Sam smiled at him, weary and disbelieving, the way he’d smiled for a few years back when he was a kid and only angry at Dad, before he’d started getting mad at Dean too for following orders.

“Sam,” he said, wishing that he could get the owner’s manual for the kid’s brain. Most likely there were whole chapters on ‘don’t even bother trying to change his mind.’ “Just—give me a couple seconds here.”

He couldn’t finish a thought—always did better listening to his body, but his body was working for the enemy now. If Sam wanted—the last time he’d said no to Sam, he’d driven Sam straight into Ruby’s arms, too busy listening to angels to notice that Sam was the only one who’d ever put Dean first.
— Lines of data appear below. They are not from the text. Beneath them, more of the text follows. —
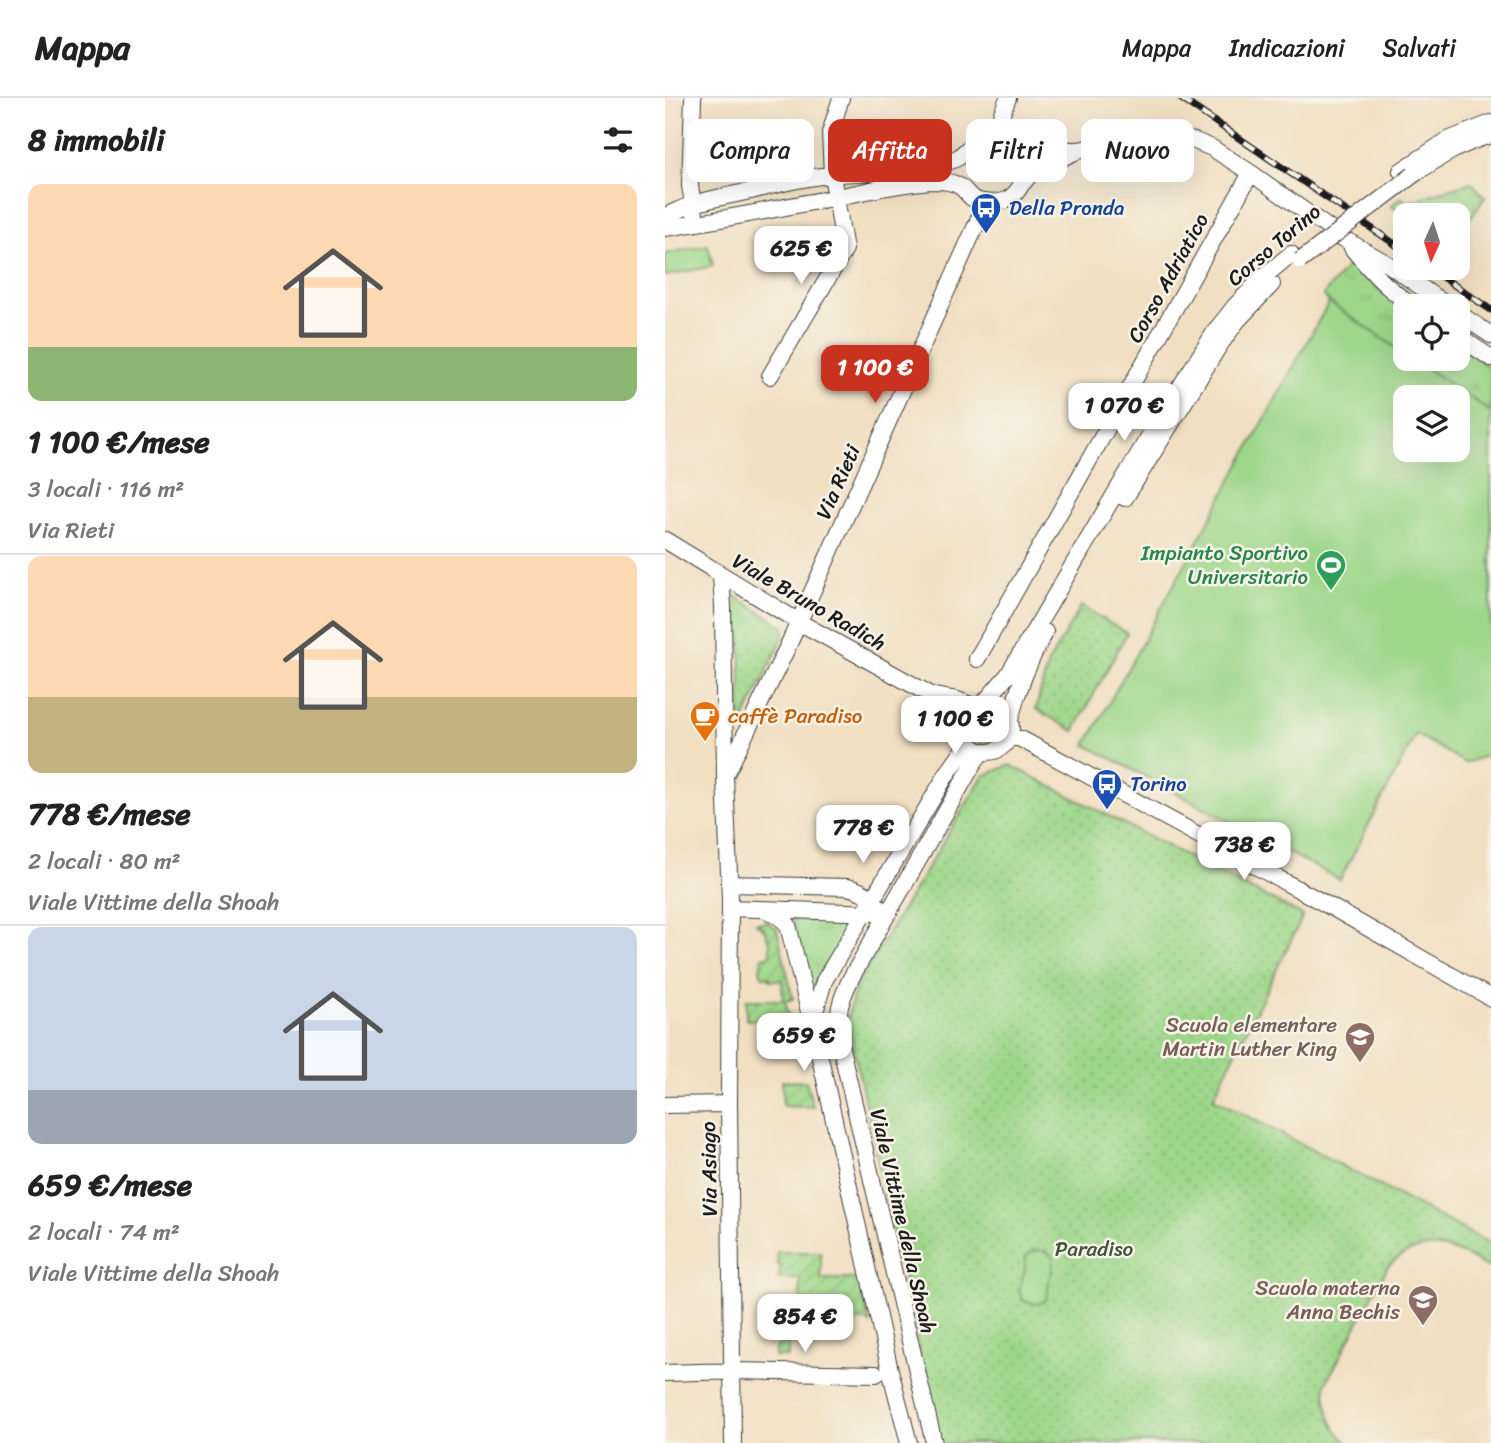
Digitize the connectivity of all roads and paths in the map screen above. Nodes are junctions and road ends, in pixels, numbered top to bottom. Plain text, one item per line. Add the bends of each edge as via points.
1 (694, 98) edge
2 (841, 98) edge
3 (1008, 98) edge
4 (834, 119) edge
5 (1000, 119) edge
6 (1491, 123) edge
7 (1491, 135) edge
8 (966, 150) edge
9 (1067, 150) edge
10 (1078, 150) junction
11 (960, 156) junction
12 (952, 159) edge
13 (1251, 173) junction
14 (1407, 173) junction
15 (828, 175) edge
16 (833, 182) edge
17 (1023, 183) joint
18 (963, 188) junction
19 (836, 197) junction
20 (986, 202) junction
21 (694, 204) junction
22 (665, 216) edge
23 (696, 224) junction
24 (665, 228) edge
25 (1345, 239) junction
26 (1296, 258) junction
27 (1394, 294) edge
28 (1431, 294) edge
29 (1470, 321) edge
30 (1491, 335) edge
31 (1470, 344) edge
32 (1491, 358) edge
33 (771, 376) dead end
34 (665, 540) edge
35 (721, 576) junction
36 (799, 622) junction
37 (977, 659) dead end
38 (933, 696) junction
39 (979, 706) junction
40 (962, 727) junction
41 (1010, 728) junction
42 (976, 747) junction
43 (725, 777) junction
44 (890, 870) junction
45 (846, 887) junction
46 (729, 897) junction
47 (764, 909) junction
48 (879, 912) junction
49 (1491, 998) edge
50 (812, 1022) junction
51 (729, 1104) junction
52 (665, 1105) edge
53 (734, 1371) junction
54 (665, 1373) edge
55 (876, 1374) dead end
56 (733, 1443) edge
57 (909, 1443) edge
58 (934, 1443) edge

1 - 21 street via 690,186
2 - 4 street
3 - 5 street
6 - 14 street, Corso Torino via 1448,140
7 - 14 street, Corso Torino
8 - 11 street
9 - 10 street
10 - 13 street via 1150,136 1179,136 1212,148
10 - 17 street via 1033,171
11 - 12 street
11 - 18 street
13 - 25 street
13 - 37 street, Corso Adriatico
14 - 26 street, Corso Torino, bridge
15 - 21 street
16 - 19 street
17 - 20 street via 1008,199
18 - 19 street via 936,181
18 - 20 street via 970,197
19 - 23 street
19 - 33 street via 845,249
20 - 36 street, Via Rieti
21 - 22 street
21 - 23 street
23 - 24 street
25 - 27 street
25 - 28 street
26 - 39 street, Corso Torino via 1253,287 1216,330 1008,675
26 - 41 street, Corso Torino via 1219,346 1120,507 1038,645 1017,690
29 - 30 street
31 - 32 street
34 - 35 street, Viale Bruno Radich
35 - 36 street, Viale Bruno Radich
35 - 43 street, Via Rieti
36 - 38 street, Viale Bruno Radich
36 - 43 street, Via Rieti
38 - 39 street, Viale Bruno Radich
38 - 40 street, Viale Bruno Radich
39 - 40 street via 969,711
39 - 41 street via 996,705
40 - 42 street
41 - 42 street via 1003,746 994,751
41 - 49 street via 1021,739
42 - 44 street, Viale Vittime della Shoah via 947,774
42 - 48 street, Viale Vittime della Shoah via 975,761
43 - 46 street, Via Rieti
44 - 45 street via 867,883
44 - 48 street, Viale Vittime della Shoah
45 - 46 street
45 - 48 street via 861,891
46 - 47 street
46 - 51 street, Via Asiago
47 - 48 street
47 - 50 street, Viale Vittime della Shoah via 788,925
48 - 50 street, Viale Vittime della Shoah via 824,981
48 - 58 street, Viale Vittime della Shoah via 842,996 837,1024
50 - 57 street, Viale Vittime della Shoah
51 - 52 street
51 - 53 street, Via Asiago
53 - 54 street
53 - 55 street
53 - 56 street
Maybe this was just Dean talking himself into thinking that what he wanted would be right for Sam—but he knew that wasn’t true, not usually, and Sam had said he still felt the pull, even with the amulet on. Dean got it: even his fuzzy memories retained an awful lot of the pleasure, and Heaven knew (right down to the bone) that Winchesters didn’t get much in the way of pleasure out of existence.

Dean wasn’t strong enough to resist the promise of making them both happy any more than he’d been strong enough to stay on the rack in Hell. “If you—it’s cool. I need it, it feels good, and if you want to--” He looked up, trying to let his eyes talk for him.

Sam gaped at him. “It’s cool?” he repeated, most likely because he didn’t want to use any other words.

Dean shrugged. “It’s magic. Not like you have a choice, even ignoring how hot I am naturally.” He couldn’t figure out what he was feeling, not with the want rumbling through his body like he was going down a bad stretch of highway at a hundred miles an hour. Inspiration struck: “If you don’t, I’m gonna have to ask Bobby, and nobody wants that.”

Even in the middle of his obvious freakout, Sam was paying enough attention to wince in sympathy at the thought, but his lips were pressed stubbornly together.

Dean sighed and rubbed the back of his neck. Of course Sam was going to make him do the heavy lifting on this. “D’you want me to beg?”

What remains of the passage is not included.